**About this exercise:** What lines of the data include the string "road"? Copy them all.

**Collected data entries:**
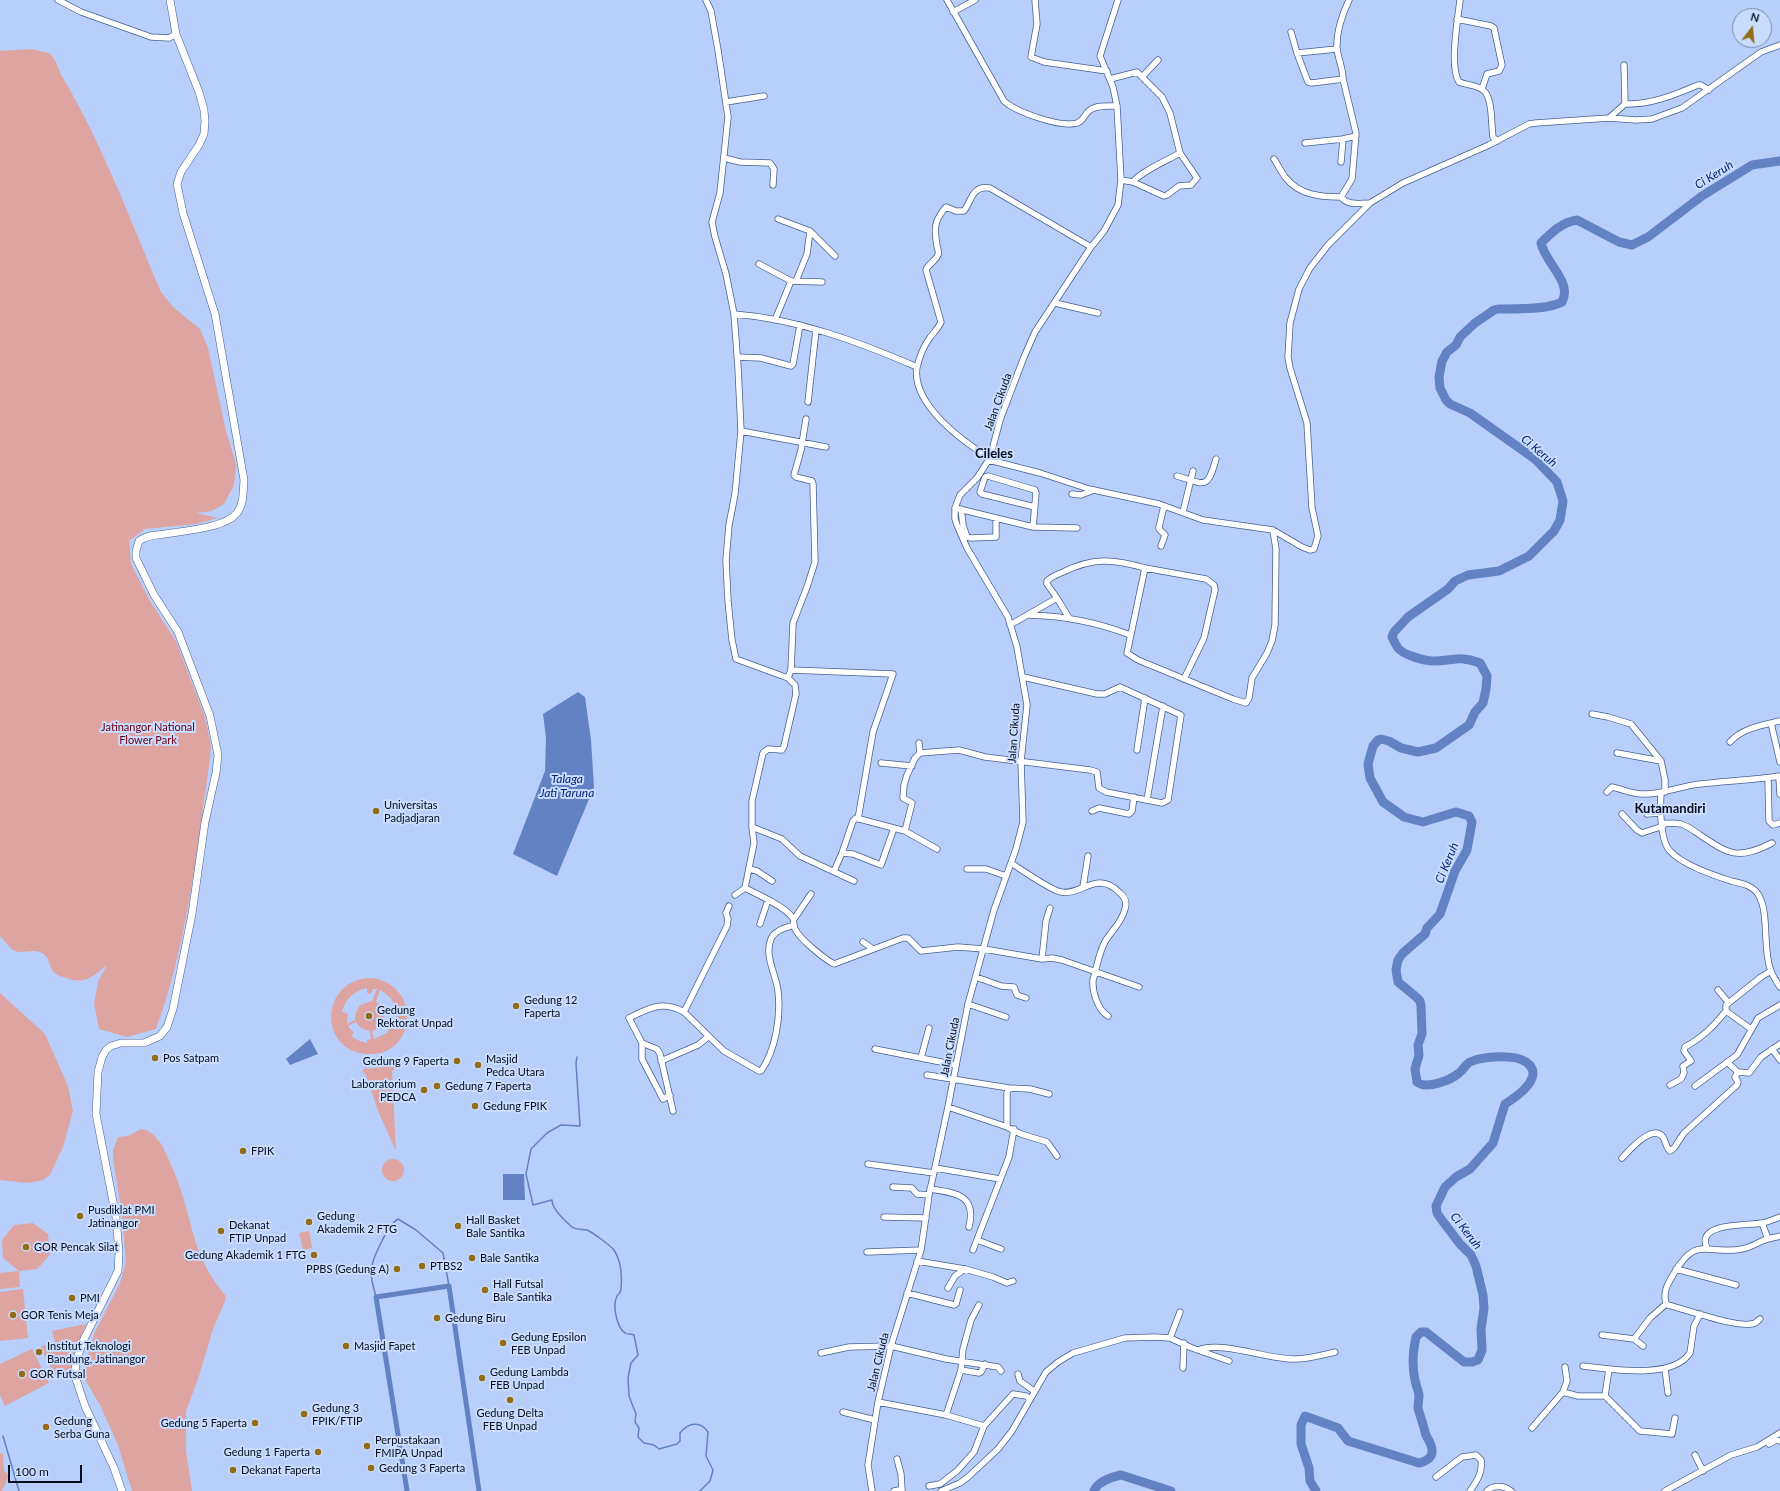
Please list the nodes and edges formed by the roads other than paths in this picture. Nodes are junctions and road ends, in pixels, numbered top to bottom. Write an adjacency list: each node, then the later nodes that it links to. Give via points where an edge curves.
1 (58, 0): 13 (street, via 81,12 151,37 169,38)
2 (170, 0): 13 (main road)
3 (706, 0): 26 (street, via 711,11)
4 (947, 0): 10 (street)
5 (975, 0): 10 (street)
6 (1035, 0): 19 (street, via 1037,24 1032,57 1044,62)
7 (1118, 0): 19 (street, Jalan Cikuda, via 1100,56)
8 (1349, 0): 15 (street, via 1338,30)
9 (1460, 0): 11 (street)
10 (953, 12): 28 (street, via 1004,101 1010,106 1064,124 1076,124 1094,108)
11 (1457, 19): 23 (street, via 1457,78 1465,85); 23 (street, via 1494,28 1502,65 1499,71 1487,74)
12 (1291, 32): 16 (street)
13 (176, 34): 259 (main road, via 199,92 205,121 204,134 181,172 177,184 183,213 215,314 244,480 242,505 233,517 196,530 150,535 139,541 136,551 136,558 154,595 178,632 210,716 218,755 205,822 192,914 167,1027 160,1036 144,1043 121,1043 111,1046 102,1057 98,1072 96,1114 116,1217 120,1253 118,1271 84,1339 76,1361 75,1376 85,1406)
14 (1780, 45): 24 (street, via 1761,52)
15 (1337, 49): 16 (street); 21 (street)
16 (1296, 53): 21 (street, via 1310,83)
17 (1158, 60): 20 (street)
18 (1624, 64): 27 (street)
19 (1107, 72): 22 (street, Jalan Cikuda)
20 (1142, 77): 22 (street, via 1137,72); 34 (street, via 1162,97 1170,113)
21 (1343, 79): 30 (street)
22 (1110, 80): 28 (street, Jalan Cikuda)
23 (1482, 89): 32 (street, via 1488,97 1493,137)
24 (1709, 90): 27 (street, via 1698,85 1661,100); 29 (street, via 1682,108 1652,119)
25 (764, 96): 26 (street)
26 (726, 102): 35 (street, via 728,117)
27 (1625, 104): 29 (street)
28 (1117, 106): 38 (street, Jalan Cikuda)
29 (1609, 118): 32 (street, via 1536,123)
30 (1356, 136): 31 (street); 41 (street, via 1352,179)
31 (1343, 139): 33 (street); 37 (street)
32 (1497, 140): 42 (street, via 1454,162 1403,183)
33 (1305, 144)
34 (1180, 153): 39 (street, via 1140,173); 39 (street, via 1197,178 1191,185 1179,186 1164,196)
35 (724, 158): 40 (street, via 740,162 770,163 774,168); 52 (street, via 712,228 726,274)
36 (1274, 159): 41 (street, via 1286,178 1299,188 1314,196)
37 (1342, 162)
38 (1121, 180): 39 (street); 45 (street, Jalan Cikuda, via 1116,209 1104,231)
39 (1133, 182)
40 (773, 185)
41 (1341, 197): 42 (street, via 1346,202)
42 (1370, 203): 77 (street, via 1328,245 1310,268 1299,289 1290,323 1288,358 1307,423 1311,494 1318,536 1316,546 1310,550 1302,547)
43 (778, 218): 44 (street)
44 (810, 231): 46 (street); 48 (street, via 807,254)
45 (1091, 247): 50 (street, Jalan Cikuda); 57 (street, via 990,188 981,188 973,193 964,211 956,212 946,207 934,228 938,255 926,270 941,322 929,339)
46 (834, 256)
47 (759, 264): 48 (street)
48 (794, 281): 49 (street); 53 (street)
49 (822, 282)
50 (1055, 303): 51 (street); 63 (street, Jalan Cikuda, via 1035,332 1024,356 1000,420)
51 (1098, 313)
52 (734, 314): 53 (street); 56 (street)
53 (775, 320): 54 (street)
54 (800, 325): 55 (street); 56 (street, via 791,366 761,358)
55 (816, 330): 57 (street, via 874,349); 58 (street)
56 (737, 357): 60 (street)
57 (917, 367): 63 (street, via 920,390 927,405 969,444)
58 (808, 402)
59 (806, 419): 61 (street)
60 (741, 431): 61 (street); 87 (street, via 726,560 732,640 736,659)
61 (802, 443): 62 (street); 85 (street, via 794,474 796,477 812,481 813,484 815,562 793,623)
62 (826, 447)
63 (990, 459): 68 (street); 72 (street, Jalan Cikuda, via 977,478 960,495)
64 (1216, 459): 67 (street, via 1209,480 1200,484)
65 (1193, 471): 67 (street)
66 (1177, 476): 67 (street)
67 (1190, 481): 73 (street)
68 (1094, 490): 69 (street, via 1081,495); 70 (street)
69 (1072, 494)
70 (1164, 506): 73 (street); 78 (street, via 1159,527 1165,535)
71 (1035, 507): 71 (street, via 982,494 980,492 985,477 1035,490); 75 (street)
72 (958, 508): 74 (street); 74 (street, via 965,533 971,538 996,537); 83 (street, Jalan Cikuda, via 956,522 967,548)
73 (1183, 512): 77 (street, via 1203,520)
74 (996, 518): 75 (street)
75 (1033, 527): 76 (street)
76 (1077, 528)
77 (1274, 530): 88 (street, via 1277,598 1275,625 1267,653 1252,678 1248,701 1242,703)
78 (1161, 546)
79 (1145, 568): 80 (street, via 1107,560 1078,564 1047,581); 84 (street); 88 (street, via 1206,579 1214,585 1204,638)
80 (1057, 598): 81 (street); 82 (street)
81 (1029, 615): 82 (street); 83 (street)
82 (1069, 618): 84 (street, via 1104,625)
83 (1010, 625): 86 (street, Jalan Cikuda)
84 (1130, 635): 88 (street, via 1127,651 1129,656)
85 (791, 670): 87 (street); 115 (street, via 893,674 873,732)
86 (1023, 677): 89 (street, via 1097,694 1105,694 1120,688); 99 (street, Jalan Cikuda, via 1027,705)
87 (788, 678): 118 (street, via 795,685 796,694 786,740 782,750 768,749 763,753 752,801)
88 (1184, 679)
89 (1145, 698): 90 (street); 96 (street)
90 (1163, 706): 110 (street); 110 (street, via 1178,713 1181,718 1168,799 1162,803)
91 (1592, 714): 100 (street, via 1608,716 1631,724)
92 (1780, 721): 93 (street)
93 (1772, 723): 94 (street, via 1753,728 1734,737); 101 (street)
94 (1730, 742)
95 (919, 743): 97 (street)
96 (1137, 750)
97 (920, 753): 99 (street, via 955,750); 103 (street)
98 (1617, 753): 100 (street)
99 (1021, 761): 109 (street, via 1095,771 1098,775 1099,788); 125 (street, Jalan Cikuda, via 1023,822)
100 (1661, 761): 107 (street, via 1665,780)
101 (1780, 762)
102 (881, 763): 103 (street)
103 (912, 766): 120 (street, via 905,780 903,792 903,798 912,803)
104 (1780, 776): 105 (street); 108 (street)
105 (1768, 778): 107 (street, via 1678,787); 116 (street, via 1769,821 1773,825)
106 (1607, 792): 107 (street, via 1612,787 1640,794)
107 (1663, 793): 112 (street)
108 (1780, 794)
109 (1134, 797): 110 (street); 111 (street, via 1132,811 1129,814 1099,808)
110 (1147, 800)
111 (1092, 811)
112 (1659, 813): 114 (street); 117 (street)
113 (1622, 814): 117 (street, via 1642,833)
114 (1647, 814)
115 (858, 819): 119 (street); 123 (street, via 853,821)
116 (1780, 823)
117 (1662, 825): 121 (street, via 1682,824 1733,854 1757,851); 146 (street, via 1666,844 1683,861 1719,877 1749,886 1758,893 1763,910)
118 (752, 827): 126 (street, via 754,843); 128 (street, via 782,839 800,856)
119 (894, 828): 120 (street); 123 (street, via 881,865 854,854)
120 (905, 831): 122 (street)
121 (1772, 844)
122 (937, 849)
123 (842, 853): 128 (street)
124 (1088, 856): 132 (street)
125 (1011, 863): 129 (street, Jalan Cikuda); 132 (street, via 1060,892)
126 (750, 869): 130 (street, via 758,871); 133 (street)
127 (967, 869): 129 (street, via 986,869)
128 (834, 872): 131 (street)
129 (1006, 876): 143 (street, Jalan Cikuda)
130 (772, 881)
131 (854, 881)
132 (1083, 887): 145 (street, via 1098,883 1114,887 1125,898 1126,905 1120,922 1106,940)
133 (745, 888): 135 (street); 136 (street)
134 (810, 894): 139 (street)
135 (735, 895)
136 (768, 900): 139 (street, via 790,915); 140 (street)
137 (730, 906): 156 (street, via 726,913 727,926)
138 (1050, 908): 144 (street)
139 (794, 922): 142 (street, via 795,929 805,941 834,964); 161 (street, via 778,930 770,943 770,961 778,991 778,1021 775,1040 762,1070 759,1071 724,1052)
140 (760, 924)
141 (863, 942): 142 (street)
142 (873, 949): 143 (street, via 908,938 921,951 958,947)
143 (984, 949): 144 (street); 147 (street, Jalan Cikuda)
144 (1042, 959): 145 (street, via 1052,958)
145 (1096, 971): 148 (street); 157 (street, via 1093,984 1096,997 1100,1010)
146 (1771, 971): 149 (street); 152 (street)
147 (976, 977): 151 (street, via 1001,986 1014,987 1017,995); 153 (street, Jalan Cikuda)
148 (1139, 987)
149 (1780, 987)
150 (1718, 990): 152 (street)
151 (1026, 998)
152 (1728, 1002): 155 (street)
153 (968, 1004): 158 (street); 172 (street, Jalan Cikuda)
154 (1780, 1004): 160 (street, via 1758,1018)
155 (1726, 1011): 160 (street); 176 (street, via 1698,1041 1685,1047 1684,1051 1690,1061 1683,1066 1684,1073 1681,1079)
156 (684, 1012): 161 (street); 163 (street, via 667,1005 650,1008 629,1018)
157 (1108, 1016)
158 (1006, 1018)
159 (929, 1028): 167 (street)
160 (1751, 1029): 170 (street, via 1737,1055)
161 (708, 1037): 169 (street, via 698,1045)
162 (953, 1038): 171 (street)
163 (642, 1043): 169 (street, via 657,1049); 180 (street, via 642,1059 663,1099)
164 (1780, 1044): 166 (street)
165 (875, 1049): 167 (street)
166 (1772, 1049): 168 (street); 173 (street, via 1761,1057 1749,1073)
167 (921, 1058): 171 (street)
168 (1780, 1060)
169 (661, 1061): 180 (street)
170 (1727, 1062): 173 (street); 177 (street)
171 (948, 1063): 172 (street)
172 (956, 1065): 175 (street, Jalan Cikuda)
173 (1738, 1072): 186 (street, via 1735,1077 1737,1085 1684,1133 1670,1151 1662,1136 1649,1134 1638,1141)
174 (927, 1075): 175 (street)
175 (953, 1080): 178 (street); 181 (street, Jalan Cikuda)
176 (1670, 1085)
177 (1695, 1086)
178 (1009, 1088): 179 (street, via 1030,1089); 183 (street)
179 (1049, 1094)
180 (670, 1095): 182 (street)
181 (948, 1107): 183 (street); 188 (street, Jalan Cikuda)
182 (673, 1111)
183 (1007, 1127): 184 (street)
184 (1014, 1129): 185 (street, via 1021,1134 1047,1142); 189 (street, via 1009,1157)
185 (1057, 1156)
186 (1622, 1158)
187 (868, 1164): 188 (street)
188 (934, 1170): 189 (street); 191 (street, Jalan Cikuda)
189 (1000, 1179): 200 (street)
190 (893, 1187): 192 (street, via 912,1188 917,1194)
191 (930, 1189): 192 (street, Jalan Cikuda); 197 (street, via 953,1192 964,1199 970,1206 972,1216)
192 (929, 1195): 195 (street, Jalan Cikuda)
193 (884, 1216): 195 (street)
194 (1780, 1217): 196 (street)
195 (926, 1218): 203 (street, Jalan Cikuda)
196 (1762, 1223): 199 (street); 201 (street, via 1711,1230 1706,1236)
197 (969, 1226)
198 (1780, 1236): 199 (street)
199 (1768, 1239): 201 (street, via 1740,1249)
200 (977, 1240): 202 (street); 204 (street)
201 (1707, 1248): 208 (street, via 1691,1252)
202 (1001, 1249)
203 (921, 1250): 205 (street); 206 (street, Jalan Cikuda)
204 (973, 1250)
205 (867, 1252)
206 (917, 1261): 207 (street); 213 (street, Jalan Cikuda)
207 (965, 1269): 209 (street, via 1007,1283); 211 (street, via 955,1276)
208 (1676, 1269): 210 (street); 214 (street, via 1664,1293)
209 (1013, 1281)
210 (1736, 1285)
211 (948, 1288)
212 (960, 1290): 213 (street, via 954,1306)
213 (907, 1293): 223 (street, Jalan Cikuda)
214 (1666, 1304): 217 (street); 221 (street, via 1650,1318)
215 (979, 1305): 229 (street, via 971,1320)
216 (1180, 1312): 220 (street)
217 (1700, 1314): 218 (street, via 1746,1324 1755,1323); 234 (street, via 1694,1326 1690,1353 1682,1362)
218 (1760, 1319)
219 (1602, 1336): 221 (street)
220 (1170, 1338): 222 (street); 239 (street, via 1124,1338 1074,1353 1046,1372)
221 (1634, 1339): 224 (street)
222 (1184, 1343): 225 (street); 233 (street)
223 (891, 1346): 227 (street, via 849,1347); 229 (street); 244 (street, Jalan Cikuda)
224 (1643, 1346)
225 (1198, 1350): 226 (street, via 1208,1346 1296,1360); 228 (street)
226 (1335, 1352)
227 (821, 1353)
228 (1229, 1360)
229 (962, 1361): 230 (street); 236 (street)
230 (985, 1364): 236 (street, via 979,1373); 237 (street)
231 (1583, 1366): 235 (street)
232 (1565, 1367): 240 (street, via 1567,1380)
233 (1183, 1368)
234 (1665, 1368): 235 (street, via 1639,1371); 241 (street)
235 (1609, 1369): 242 (street)
236 (961, 1370): 246 (street)
237 (1001, 1370)
238 (1018, 1374): 239 (street, via 1020,1381)
239 (1034, 1391): 243 (street)
240 (1563, 1392): 242 (street, via 1578,1396); 250 (street)
241 (1668, 1393)
242 (1605, 1396): 247 (street, via 1640,1431 1672,1434)
243 (1030, 1398): 249 (street, via 1013,1394); 262 (street, via 1012,1431 998,1449 960,1483)
244 (878, 1402): 246 (street); 248 (street, Jalan Cikuda)
245 (843, 1412): 248 (street)
246 (946, 1415): 249 (street)
247 (1675, 1418)
248 (875, 1420): 260 (street, Jalan Cikuda, via 868,1465)
249 (984, 1426): 258 (street, via 974,1452 957,1471 940,1484)
250 (1532, 1428)
251 (1780, 1433): 253 (street)
252 (1780, 1441): 253 (street)
253 (1757, 1447): 256 (street, via 1731,1455)
254 (1695, 1455): 256 (street)
255 (897, 1459): 261 (street, via 901,1474)
256 (1703, 1471): 266 (street)
257 (1436, 1477): 263 (street, via 1462,1457 1476,1455 1481,1460 1482,1468)
258 (929, 1486)
259 (122, 1491)
260 (872, 1491)
261 (898, 1491)
262 (941, 1491)
263 (1470, 1491)
264 (1487, 1491): 265 (street, via 1506,1487)
265 (1510, 1491)
266 (1665, 1491)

**Response box:**
Please list the nodes and edges formed by the roads other than paths in this picture. Nodes are junctions and road ends, in pixels, numbered top to bottom. Write an adjacency list: each node, then the later nodes that it links to. Give via points where an edge curves.
2 (170, 0): 13 (main road)
13 (176, 34): 259 (main road, via 199,92 205,121 204,134 181,172 177,184 183,213 215,314 244,480 242,505 233,517 196,530 150,535 139,541 136,551 136,558 154,595 178,632 210,716 218,755 205,822 192,914 167,1027 160,1036 144,1043 121,1043 111,1046 102,1057 98,1072 96,1114 116,1217 120,1253 118,1271 84,1339 76,1361 75,1376 85,1406)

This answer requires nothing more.